Dans son dernier rapport datant de 2021, la Mission interministérielle de vigilance et de lutte contre les dérives sectaires (Miviludes) soulignait que ce choix de localisation à Saint-Denis n’était «pas anodin». «Le bâtiment de cinq étages se situe à proximité du Stade de France, du futur village olympique et de l’autoroute A1 d’où le mouvement pourrait rendre visible la croix à huit branches, son symbole», écrivait la Miviludes. «Il y a régulièrement un risque, autour des grands événements sportifs, d’opérations de tractage par des organisations connues», précise le chef de la Miviludes, Donatien Le Vaillant.
«La mairie subit cette ouverture et regrette que cet immeuble n’ait pas été préempté quand la Scientologie l’a acheté. L’erreur fondamentale [a été commise] à cette époque», a déclaré la municipalité de Saint-Denis, dirigée par le socialiste Mathieu Hanotin. La ville s’était lancée dans une «bataille administrative âpre» avec l’Eglise depuis l’acquisition de l’immeuble par une société immobilière en 2017. En 2019, l’ancienne municipalité communiste avait refusé la création d’un établissement recevant du public, invoquant des manquements en matière de sécurité incendie et d’accessibilité. Après une première annulation de l’arrêté municipal, la justice administrative avait confirmé cette décision en appel en décembre 2021, estimant que le refus de travaux relevait d’un «détournement de pouvoir».

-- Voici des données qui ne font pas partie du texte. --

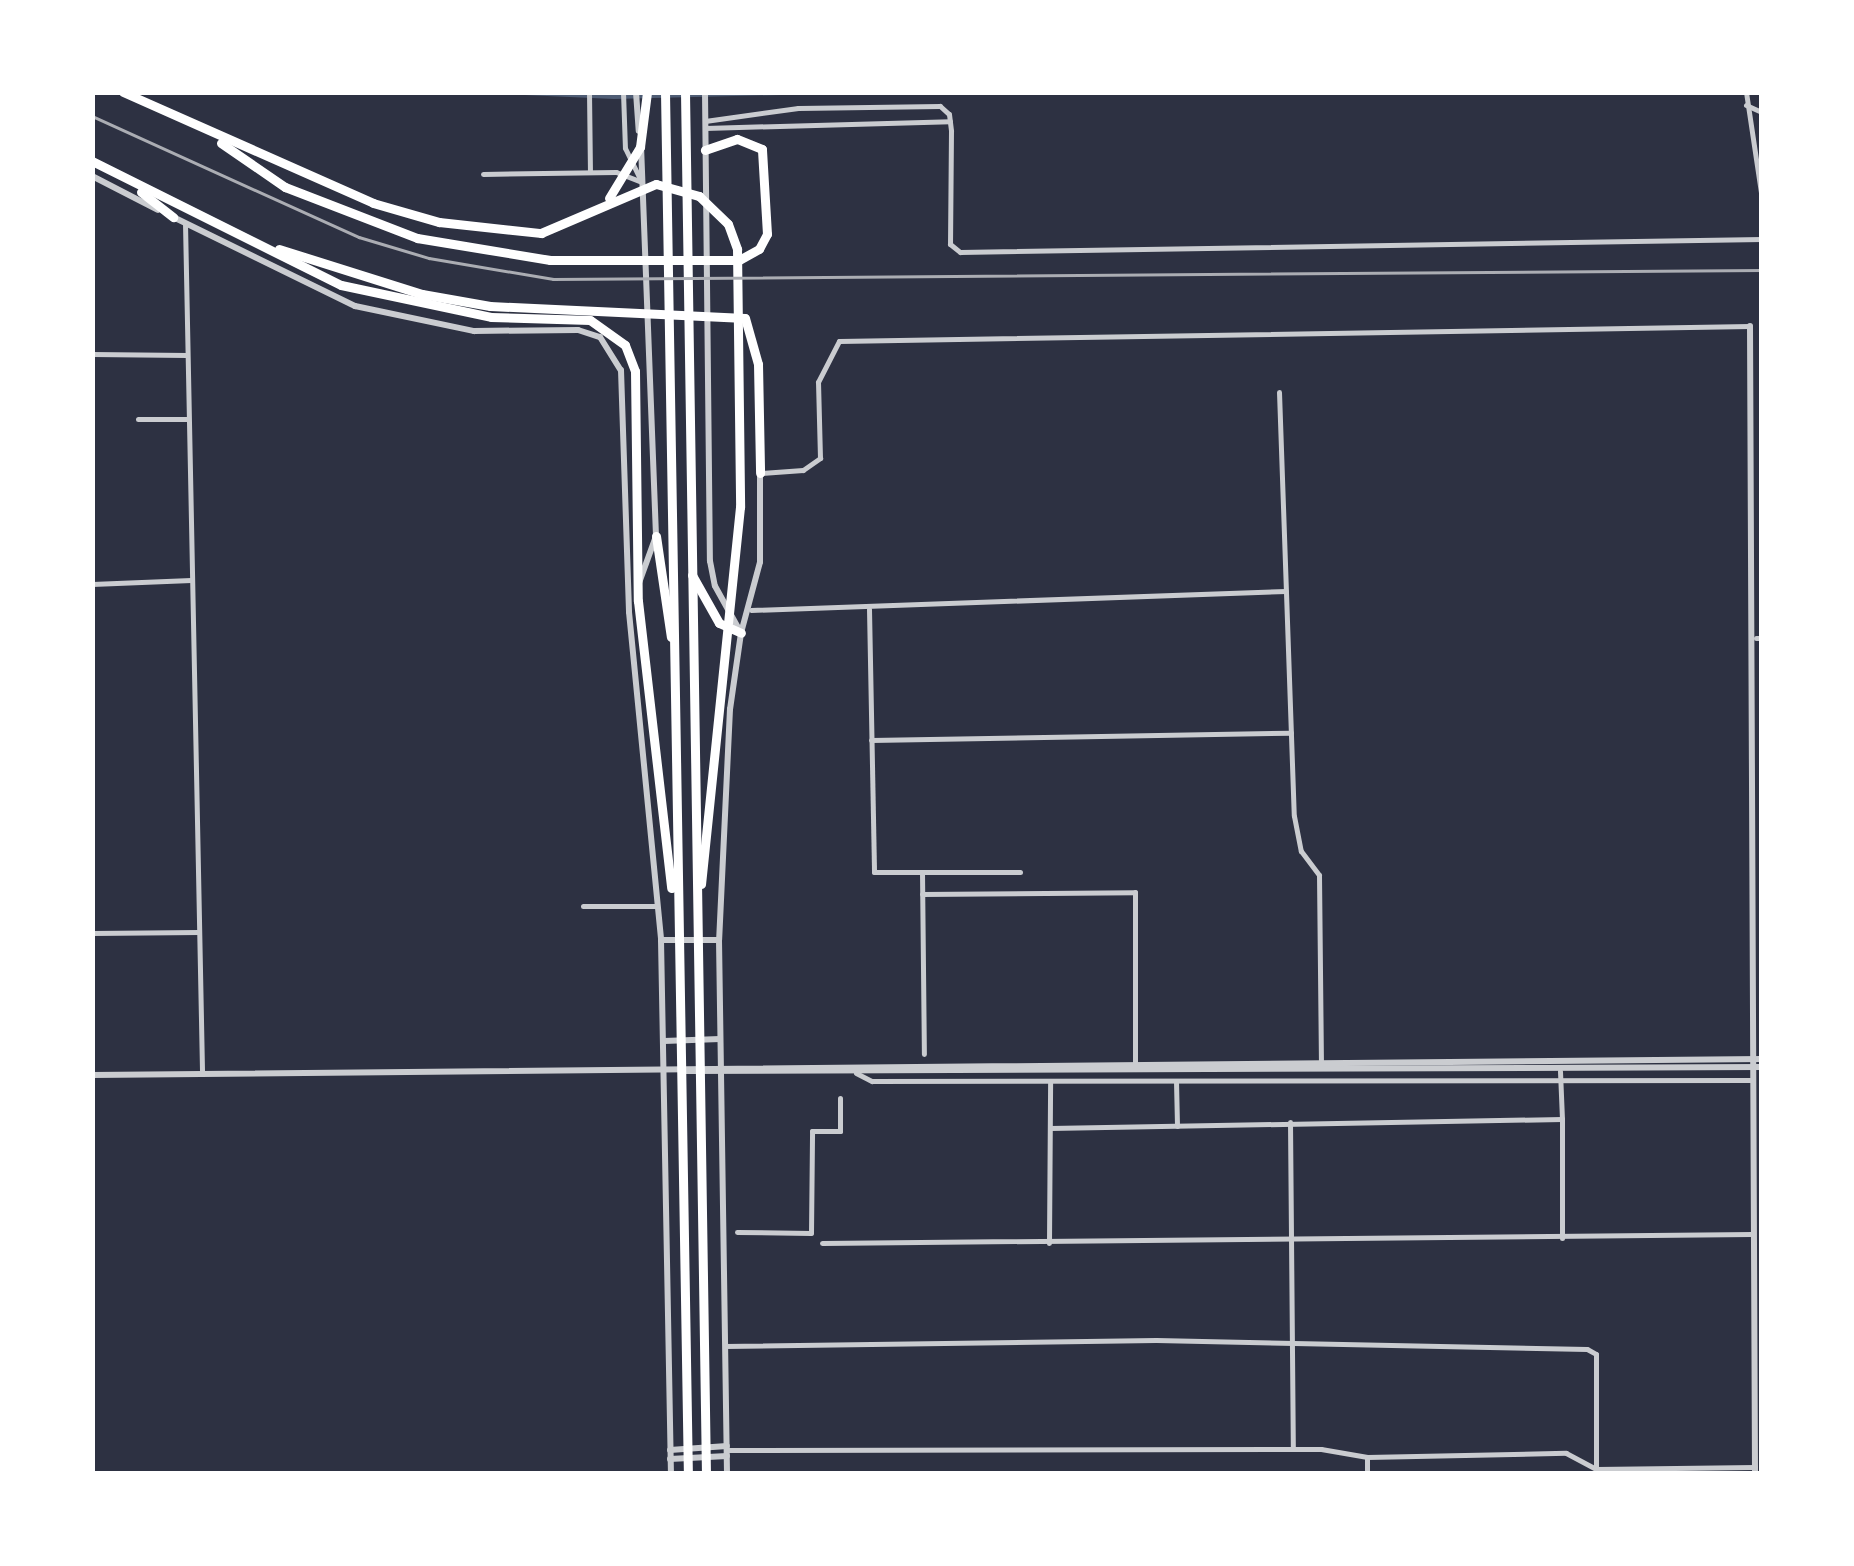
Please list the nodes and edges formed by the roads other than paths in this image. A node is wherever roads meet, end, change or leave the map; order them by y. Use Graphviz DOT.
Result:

«Stratégie de reconquête à grande échelle»
La mairie a indiqué être vigilante aux tentatives de prosélytisme, après avoir constaté des démarchages près du métro et des terrasses de café. Saint-Denis est «une ville d’émancipation, de progrès et de savoirs», souligne son communiqué. En 2021, la Miviludes avait enregistré 33 saisines concernant l’Eglise de scientologie et relevé dans son rapport une «stratégie de reconquête à grande échelle» et un «manque de transparence du groupe», qui dispose déjà de deux centres plus petits à Paris et de deux autres en France, à Angers et Clermont-Ferrand. En toute légalité : en France, la Scientologie opère sous le statut d’association loi 1901, même si elle aurait pu être interdite en 2013 après une condamnation définitive pour «escroquerie en bande organisée», «recel aggravé», «extorsion» et «exercice illégal de la médecine».
Récit
Donatien Le Vaillant s’est dit «conscient des risques» de prosélytisme, en assurant que «les services de l’Etat ont, avec la préfecture, une action pour sensibiliser aux risques de dérives sectaires» dans leur ensemble. L’association Centre d’accompagnement familial face à l’emprise sectaire (Caffes) a, elle, lancé un «appel à la vigilance» sur cette installation «à la veille des JO» de Paris, événement mondial «propice au recrutement». En 2022, l’Eglise de scientologie, fondée en 1952-1953, revendiquait «40 000 à 45 000 membres toutes catégories confondues [du plus assidu au moins impliqué]» en France. Un bon connaisseur du dossier, se fondant sur des témoignages d’anciens adeptes, estime quant à lui ce chiffre à «quelques centaines au maximum».